These statistical analyzes can be performed with three ElikoPy functions based on Tract-Based Spatial Statistics of FSL : TBSS FSL.

  • regall_FA : This function performs a carefully tuned nonlinear coregistration of the FA maps. The FA maps of all subjects are registered in the same space for the whole brain and also the skeleton.

  • regall : This function applies to the other diffusion metrics the nonlinear warps and skeleton projection vectors computed by the regall_FA function. All the diffusion metrics specified in a dictionary are coregistered using the FA coregistration.

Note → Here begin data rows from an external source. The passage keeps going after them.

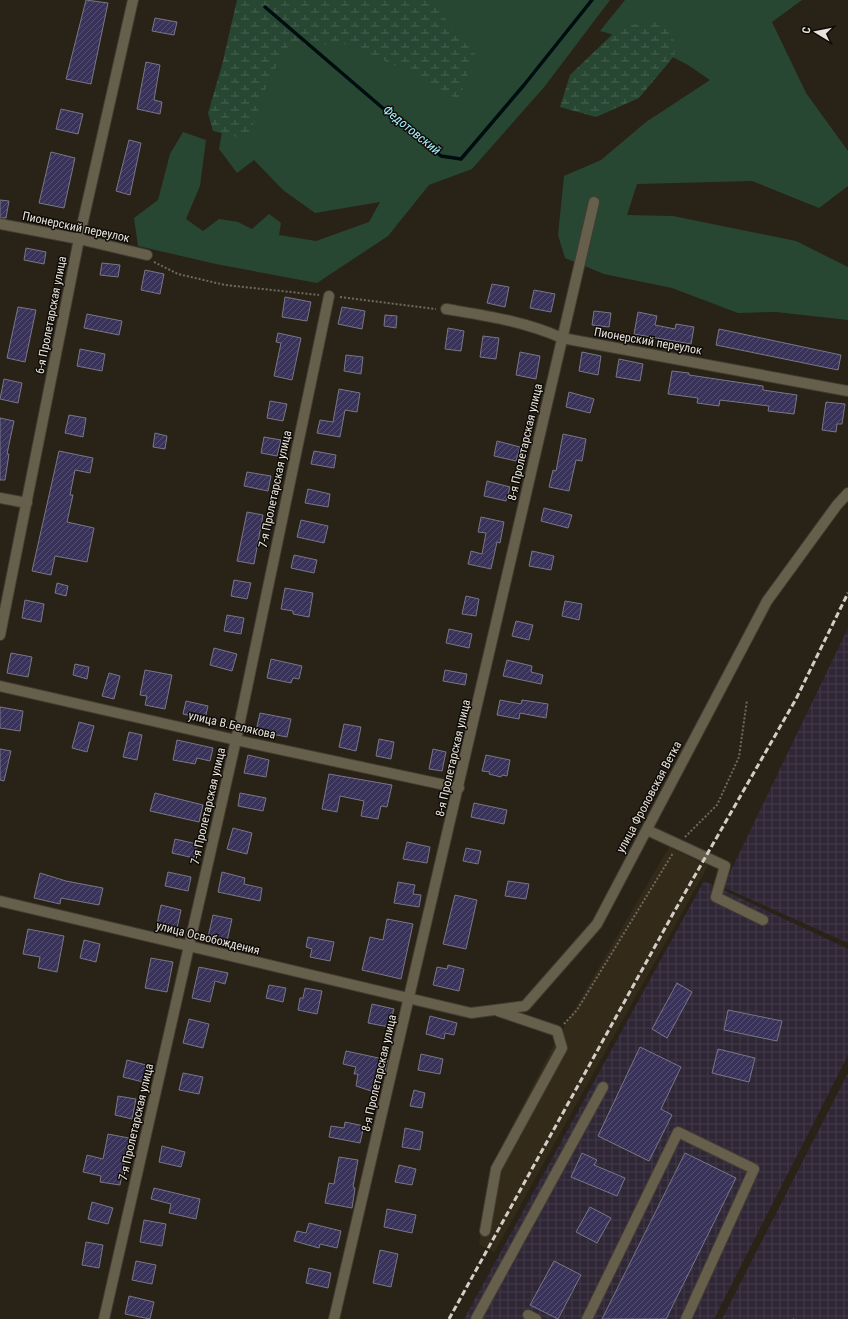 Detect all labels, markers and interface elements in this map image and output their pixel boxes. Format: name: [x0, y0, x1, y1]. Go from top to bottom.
north arrow: [796, 12, 836, 52]
text: С: [800, 26, 814, 35]
water label: Федотовский: [380, 102, 444, 158]
street label: Пионерский переулок: [21, 209, 131, 245]
street label: 6-я Пролетарская улица: [33, 255, 69, 375]
street label: Пионерский переулок: [593, 325, 703, 357]
street label: 8-я Пролетарская улица: [505, 382, 545, 502]
street label: 7-я Пролетарская улица: [256, 429, 294, 549]
street label: 8-я Пролетарская улица: [433, 698, 473, 818]
street label: улица В.Белякова: [187, 708, 277, 742]
street label: улица Фроловская Ветка: [614, 739, 684, 855]
street label: 7-я Пролетарская улица: [188, 746, 228, 866]
street label: улица Освобождения: [155, 918, 261, 958]
street label: 8-я Пролетарская улица: [359, 1013, 399, 1133]
street label: 7-я Пролетарская улица: [116, 1062, 156, 1182]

  • randomise_all : This function based on randomise from FSL performs nonparametric permutation inference between the two groups defined in the regall_FA function. The user can choose to do the statistics on the whole brain or only in the skeleton. This function also outputs CSV files that contain for each subject the metrics mean and standard deviation across regions of atlases

Note

The DTI is a prerequisite for regall_FA

Note

Regall_FA is a prerequisite to regall and randomise_all

# coregistration of the FA maps
    study.regall_FA(grp1=grp1,grp2=grp2)

# coregistration of the metrics in the additional_metrics dictionary
    additional_metrics={'_noddi_odi':'noddi','_mf_fvf_tot':'mf','_diamond_kappa':'diamond'}
    study.regall(grp1=grp1,grp2=grp2, metrics_dic=additional_metrics)

# Compute statistical results for the diffusion metrics specified in the metrics dictionary
    metrics={'dti':'FA','_noddi_odi':'noddi','_mf_fvf_tot':'mf','_diamond_kappa':'diamond'}
    study.randomise_all(metrics_dic=metrics)

As a result of the above lines of code the following results are provided. For each diffusion metric:

  • A NIFTI of the coregistered subjects metric for the whole brain AND the skeleton.

  • CSV files with the mean and standard deviation for each subject for the metric across regions of atlases.

  • NIFTI maps of the p and t values (FWE corrected and not corrected) for the statistical differences between the two compared groups (positive and negative)

The default dictionaries supported by ElikoPy are (Atlases):

  • The Harvard-Oxford cortical and subcortical structural 1mm probabilistic atlases

  • The JHU DTI-based white matter tractography 1mm probabilistic atlas

  • The MNI structural 1mm probabilistic atlas

It is also possible to specify custom atlases using the additional_atlases argument of randomise_all

study.randomise_all(metrics_dic=metrics, additional_atlases={'Atlas_name_1':["path to atlas 1 xml","path to atlas 1 nifti"],'Atlas_name_2':["path to atlas 2 xml","path to atlas 2 nifti"]})

Other useful arguments

randomise_all:

  • randomise_numberofpermutation - Define the number of permutations

  • skeletonised - If True, randomize will be using only the white matter skeleton instead of the whole brain.

regall_FA:

  • registration_type - Could either be ‘-T’, ‘-t’ or ‘-n’. If ‘-T’ is used, a FMRIB58_FA standard-space image is used. If ‘-t’ is used, a custom image is used. If ‘-n’ is used, every FA image is aligned to every other one, identifying the “most representative” one, and using it as the target image.